No more updates, you should have been the first one to say fuck you to me. It won’t work anymore.

Thursday, May 29th, 2008

Run Linux in Windows

Probably some of you do this already. If you run windows it can sometimes be pretty difficult to get all the necessary compilers working together with php, apache and so on. Not only that but if you go and buy yourself a dedicated server it will probably be running linux. It makes a lot of sense to know how to use linux and write software that runs on linux.

So the easiest way, and also the free way is to get yourself these two things:

Guide to installing QEMU

SLAMPP ISO - This is linux on a CD

So basically all you do is follow the guide to installing QEMU, make sure it boots from a CD and point that CD to the SLAMPP ISO. You’ll then instantly have a fully working linux OS set up as a test webserver. Don’t write the ISO to a proper CD except as a backup precaution.

Basically when you have QEMU installed I think you can either use the QEMU manager, or the way I do it in linux :D .

qemu -cdrom slampp.iso -hda hardisk.img.qcow -m 256 -boot d

You can remove the -hda hardisk… part but then you won’t be able to save any changes to settings you make.

Thursday, May 29th, 2008

Quadszillas SEOBlackhat Challenge Thing

I felt like submitting something for his challenge so here it is on my blog. Go here for the original challenge. Basically it’s just an add your caption to the picture challenge. Here goes nothing.

Challenge 1

Challenge 2

Incidentally the last one I posted just because he looks so damn confused. So I thought maybe his body came with a label. He’s like damn, I never even noticed… Did anyone chuckle? :D

Tuesday, May 20th, 2008

PHPBB3 Captcha is super easy

PHPbb3 Captcha 2

A while back I presented a long-winded algorithm that would crack phpBB3 captchas. However I cracked it a while back and it’s even simpler than I said before. My floodfill routine returns the size of the area it colours in. Soooo… I flood fill background coloured pixels and if it’s a small area we assume it must be part of a letter and keep it. That gives us lots of small segments to join together.

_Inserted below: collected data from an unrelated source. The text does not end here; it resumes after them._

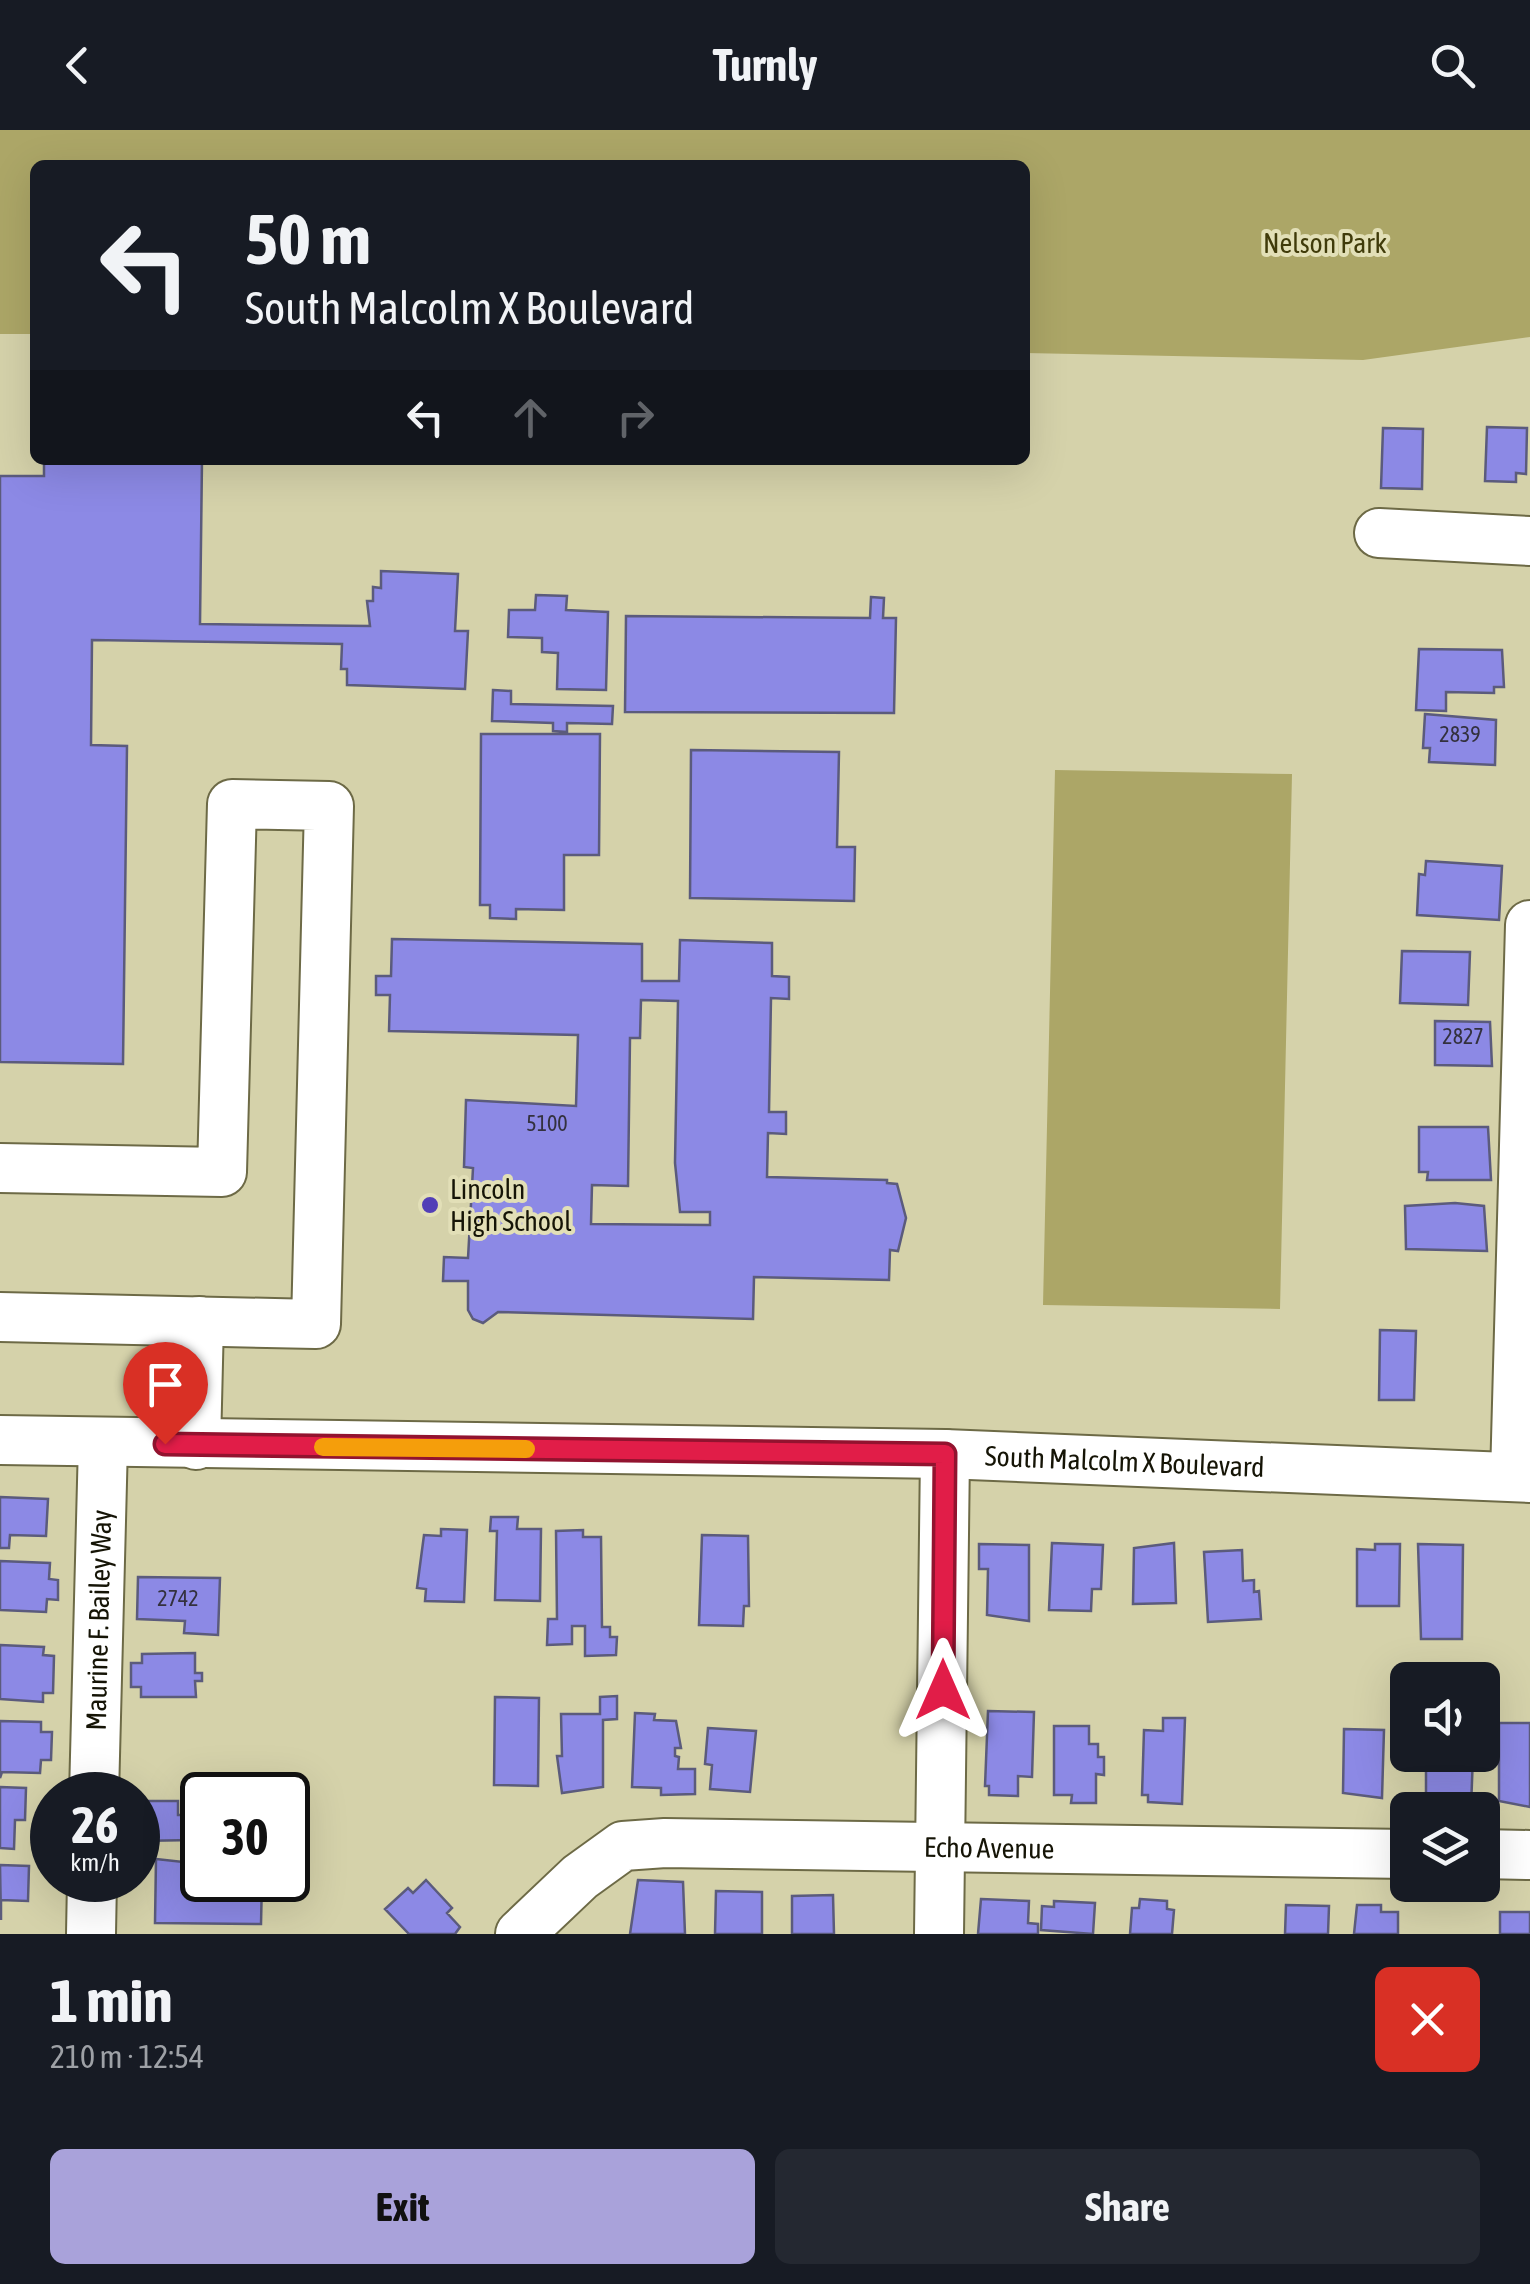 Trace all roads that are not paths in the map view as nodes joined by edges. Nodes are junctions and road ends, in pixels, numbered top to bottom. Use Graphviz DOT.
graph roads {
  1 [pos="1379,533"];
  2 [pos="1530,541"];
  3 [pos="1530,925"];
  4 [pos="0,1168"];
  5 [pos="0,1317"];
  6 [pos="199,1321"];
  7 [pos="0,1440"];
  8 [pos="104,1443"];
  9 [pos="196,1445"];
  10 [pos="945,1454"];
  11 [pos="1523,1478"];
  12 [pos="95,1772"];
  13 [pos="942,1848"];
  14 [pos="1390,1854"];
  15 [pos="1500,1854"];
  16 [pos="1530,1855"];
  17 [pos="92,1902"];
  18 [pos="91,1934"];
  19 [pos="520,1934"];
  20 [pos="939,1934"];
  1 -- 2 [label="street"];
  3 -- 11 [label="street"];
  4 -- 6 [label="street"];
  5 -- 6 [label="street"];
  6 -- 9 [label="street"];
  7 -- 8 [label="street, South Malcolm X Boulevard"];
  8 -- 9 [label="street, South Malcolm X Boulevard"];
  8 -- 12 [label="street, Maurine F. Bailey Way"];
  9 -- 10 [label="street, South Malcolm X Boulevard"];
  10 -- 11 [label="street, South Malcolm X Boulevard"];
  10 -- 13 [label="street"];
  13 -- 14 [label="street, Echo Avenue"];
  13 -- 19 [label="street, Echo Avenue"];
  13 -- 20 [label="street"];
  15 -- 16 [label="street"];
  17 -- 18 [label="street"];
}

Incidentally we find the background colour by reading the pixels along the top and finding the most regularly occuring colour.

Now we have some small segments we make them touch each other by blurring them and then we force the picture into only two colours. Then using the average density of vertical lines in each letter we rotate them to an approximately correct position. It may throw a few upside down but as long as that letter always comes out that way up the computer doesn’t care.

Now just train Gocr or a neural network or <<insert cunning program here>> to read those letters. Simple. And surprisingly accurate too. We could further improve it with colour checking routines etc but hey, it works.

Monday, May 12th, 2008

Google Trips Out

This is totally pointless, but I wasn’t aware that this was actually possible until today.

Google Trips Out

If it looks normal for you then I guess it didn’t work.